Researchers from Shanghai Jiao Tong University and Tencent have proposed an AI agent system called ProAct, which aims to predict users' next needs before they even speak. Unlike common agents that "wait for questions before answering," this system utilizes the gap between two messages to review historical conversations and saved information, preparing potentially useful content in advance.
Predicting problems using gaps
The research team explained that ProAct's focus is not on faster responses, but rather on turning waiting time into preparation time. The system first predicts the questions the user might ask next based on past conversations, user preferences, and currently missing information.
The system then determines which predictions warrant further processing. Selection criteria include relevance, timeliness, and whether the supplementary information is truly helpful.

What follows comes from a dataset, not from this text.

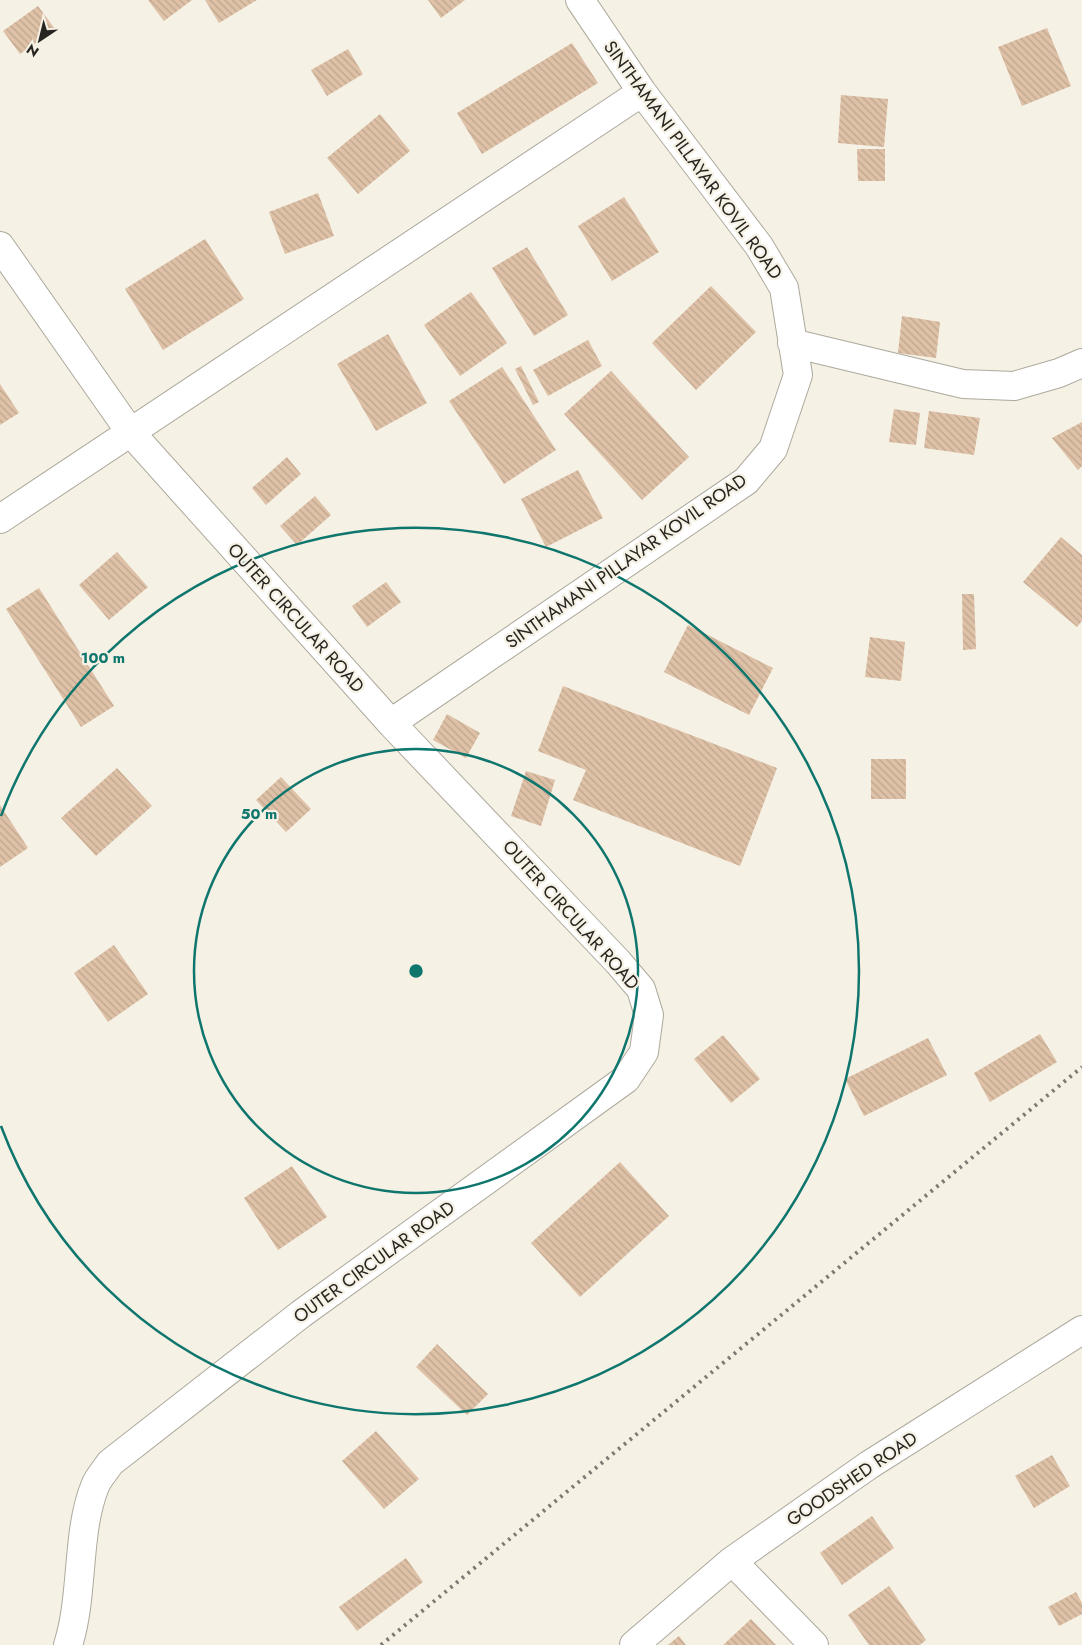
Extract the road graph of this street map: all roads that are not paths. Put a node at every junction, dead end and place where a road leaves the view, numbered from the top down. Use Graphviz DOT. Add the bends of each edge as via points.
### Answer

Once preparation is complete, another mechanism decides whether to display them immediately, save them temporarily, or retrieve them only when the user actually needs them.
The simulation test covers 40 scenarios.
The paper states that ProAct underwent 200 simulation tests across 40 domains, including scenarios such as financial planning, software release management, and cybersecurity. Researchers indicate that this system can identify predictable user needs earlier than previous proactive AI solutions.

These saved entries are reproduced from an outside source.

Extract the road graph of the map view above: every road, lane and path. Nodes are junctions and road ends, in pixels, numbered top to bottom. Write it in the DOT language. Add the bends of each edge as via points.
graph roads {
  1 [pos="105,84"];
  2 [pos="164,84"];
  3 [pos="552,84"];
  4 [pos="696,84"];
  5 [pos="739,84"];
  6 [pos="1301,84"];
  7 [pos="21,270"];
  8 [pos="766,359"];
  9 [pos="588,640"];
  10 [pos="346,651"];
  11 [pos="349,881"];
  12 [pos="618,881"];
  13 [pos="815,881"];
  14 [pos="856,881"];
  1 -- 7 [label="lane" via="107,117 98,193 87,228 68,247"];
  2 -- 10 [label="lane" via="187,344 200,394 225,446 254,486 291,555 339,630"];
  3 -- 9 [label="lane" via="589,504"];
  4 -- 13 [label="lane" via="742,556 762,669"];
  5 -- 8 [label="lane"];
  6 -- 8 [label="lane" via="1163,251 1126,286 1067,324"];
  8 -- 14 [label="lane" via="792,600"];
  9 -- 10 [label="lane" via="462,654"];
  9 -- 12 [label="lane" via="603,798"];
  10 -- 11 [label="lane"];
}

- The average number of dialogue rounds decreased by 14.8%.
- Follow-up inquiries decreased by 11.7%.
- Hallucination problems decreased by 28.1%.
In a benchmark test called ProActEval, ProAct identified 703 predictable requirements, while the earlier system identified only 32.
Not yet verified by real users
However, this study remains in a simulated environment. The paper did not include real-user testing, so its effectiveness in actual use remains to be seen. The researchers also acknowledged that in approximately 3% of cases, the system's response quality deteriorated due to the premature presentation of irrelevant information.
Another issue is privacy. Since these agents need to continuously analyze conversation content and store user data, stricter data protection measures are necessary if they are integrated into real products. The paper also mentions that as the backend preprocessing budget increases, the system's token cost rises, but the benefits gradually diminish, meaning that more of this type of "active computation" is not necessarily better.
Competition among AI agents continues to intensify.
This research comes as the tech industry accelerates the development of autonomous AI agents. Related projects are attempting to enable AI to perform tasks such as programming, scheduling, research, and process automation with less human intervention.
At the same time, academics are also warning of the risks associated with such systems. Previous research has warned that some AI agents may perform dangerous tasks without truly understanding the consequences. This means that for proactive agents to be applied in real-world scenarios, in addition to efficiency improvements, safety constraints remain an unavoidable issue.